Data extract:
::::::::::

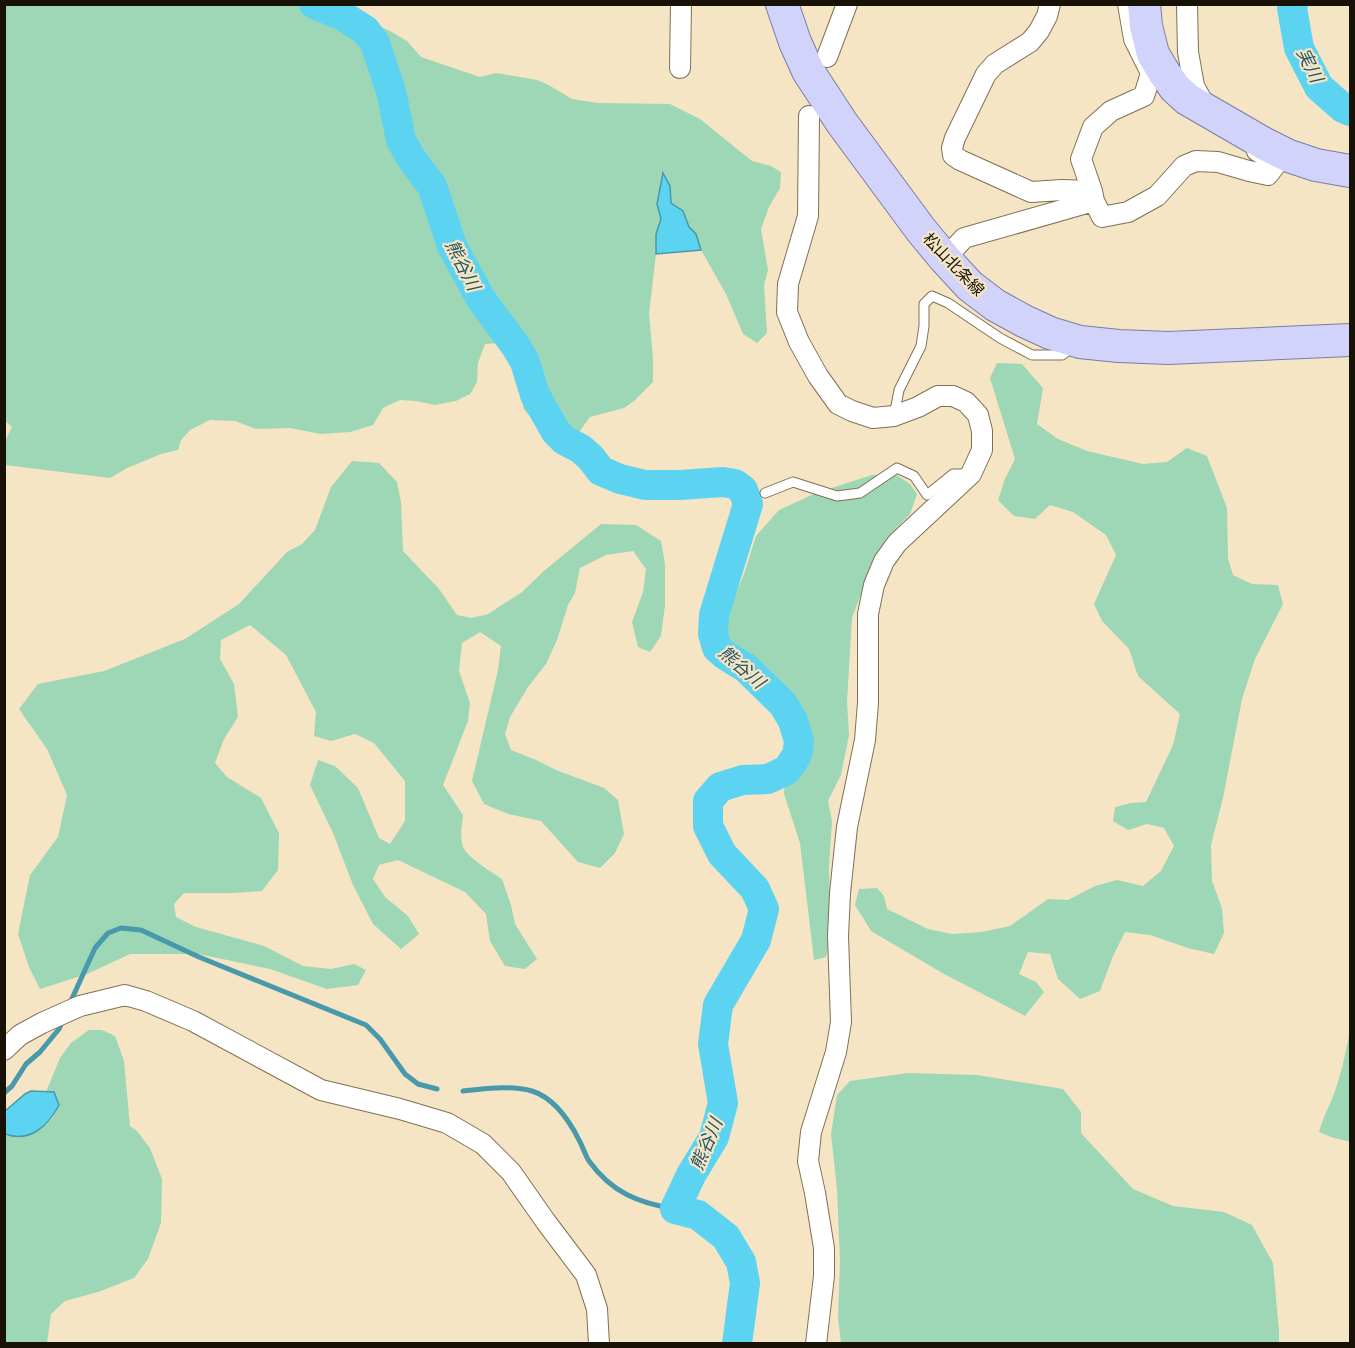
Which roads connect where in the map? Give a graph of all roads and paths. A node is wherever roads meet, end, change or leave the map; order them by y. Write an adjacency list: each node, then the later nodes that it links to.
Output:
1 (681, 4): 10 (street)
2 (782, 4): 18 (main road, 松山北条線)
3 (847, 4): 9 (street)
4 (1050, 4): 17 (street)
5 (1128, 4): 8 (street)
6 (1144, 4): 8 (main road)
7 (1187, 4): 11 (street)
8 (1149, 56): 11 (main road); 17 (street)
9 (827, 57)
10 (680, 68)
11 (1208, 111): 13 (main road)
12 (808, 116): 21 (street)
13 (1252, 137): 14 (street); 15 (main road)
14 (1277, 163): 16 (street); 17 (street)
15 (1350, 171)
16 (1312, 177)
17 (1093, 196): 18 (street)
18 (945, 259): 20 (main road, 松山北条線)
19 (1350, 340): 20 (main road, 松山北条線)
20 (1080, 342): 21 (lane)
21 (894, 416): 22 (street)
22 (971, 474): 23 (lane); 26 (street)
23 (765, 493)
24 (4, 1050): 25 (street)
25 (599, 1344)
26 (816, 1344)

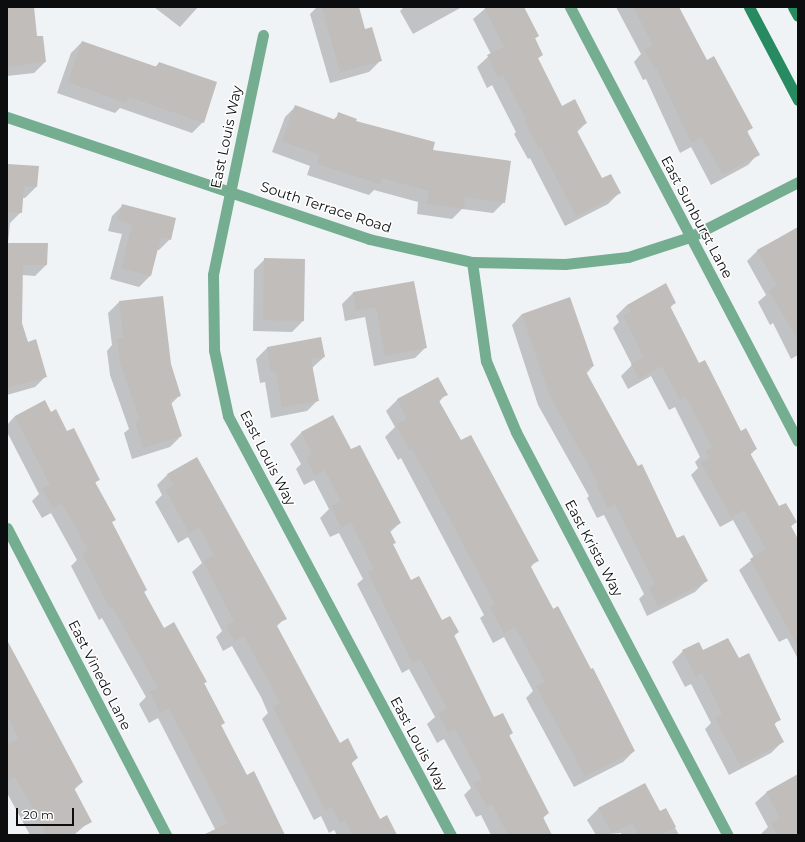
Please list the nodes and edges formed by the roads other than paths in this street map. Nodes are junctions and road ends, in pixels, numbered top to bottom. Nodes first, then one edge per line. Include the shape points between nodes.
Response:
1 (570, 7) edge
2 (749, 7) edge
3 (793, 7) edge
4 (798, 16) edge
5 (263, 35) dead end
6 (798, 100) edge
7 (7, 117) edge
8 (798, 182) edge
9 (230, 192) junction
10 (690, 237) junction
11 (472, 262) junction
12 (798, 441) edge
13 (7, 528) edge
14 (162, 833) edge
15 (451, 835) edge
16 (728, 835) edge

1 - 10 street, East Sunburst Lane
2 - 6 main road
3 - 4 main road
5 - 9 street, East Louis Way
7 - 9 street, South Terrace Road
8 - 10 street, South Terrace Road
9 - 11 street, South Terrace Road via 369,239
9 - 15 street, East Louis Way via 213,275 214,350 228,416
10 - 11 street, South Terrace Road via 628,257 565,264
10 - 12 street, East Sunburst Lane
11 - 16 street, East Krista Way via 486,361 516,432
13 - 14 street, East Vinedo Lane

::::::::::

Your instructions: From the first line to the last, copy the listing above exactly, dropping all images.

Written answer:
Which roads connect where in the map? Give a graph of all roads and paths. A node is wherever roads meet, end, change or leave the map; order them by y. Write an adjacency list: each node, then the later nodes that it links to.
Output:
1 (681, 4): 10 (street)
2 (782, 4): 18 (main road, 松山北条線)
3 (847, 4): 9 (street)
4 (1050, 4): 17 (street)
5 (1128, 4): 8 (street)
6 (1144, 4): 8 (main road)
7 (1187, 4): 11 (street)
8 (1149, 56): 11 (main road); 17 (street)
9 (827, 57)
10 (680, 68)
11 (1208, 111): 13 (main road)
12 (808, 116): 21 (street)
13 (1252, 137): 14 (street); 15 (main road)
14 (1277, 163): 16 (street); 17 (street)
15 (1350, 171)
16 (1312, 177)
17 (1093, 196): 18 (street)
18 (945, 259): 20 (main road, 松山北条線)
19 (1350, 340): 20 (main road, 松山北条線)
20 (1080, 342): 21 (lane)
21 (894, 416): 22 (street)
22 (971, 474): 23 (lane); 26 (street)
23 (765, 493)
24 (4, 1050): 25 (street)
25 (599, 1344)
26 (816, 1344)

Please list the nodes and edges formed by the roads other than paths in this street map. Nodes are junctions and road ends, in pixels, numbered top to bottom. Nodes first, then one edge per line. Include the shape points between nodes.
Response:
1 (570, 7) edge
2 (749, 7) edge
3 (793, 7) edge
4 (798, 16) edge
5 (263, 35) dead end
6 (798, 100) edge
7 (7, 117) edge
8 (798, 182) edge
9 (230, 192) junction
10 (690, 237) junction
11 (472, 262) junction
12 (798, 441) edge
13 (7, 528) edge
14 (162, 833) edge
15 (451, 835) edge
16 (728, 835) edge

1 - 10 street, East Sunburst Lane
2 - 6 main road
3 - 4 main road
5 - 9 street, East Louis Way
7 - 9 street, South Terrace Road
8 - 10 street, South Terrace Road
9 - 11 street, South Terrace Road via 369,239
9 - 15 street, East Louis Way via 213,275 214,350 228,416
10 - 11 street, South Terrace Road via 628,257 565,264
10 - 12 street, East Sunburst Lane
11 - 16 street, East Krista Way via 486,361 516,432
13 - 14 street, East Vinedo Lane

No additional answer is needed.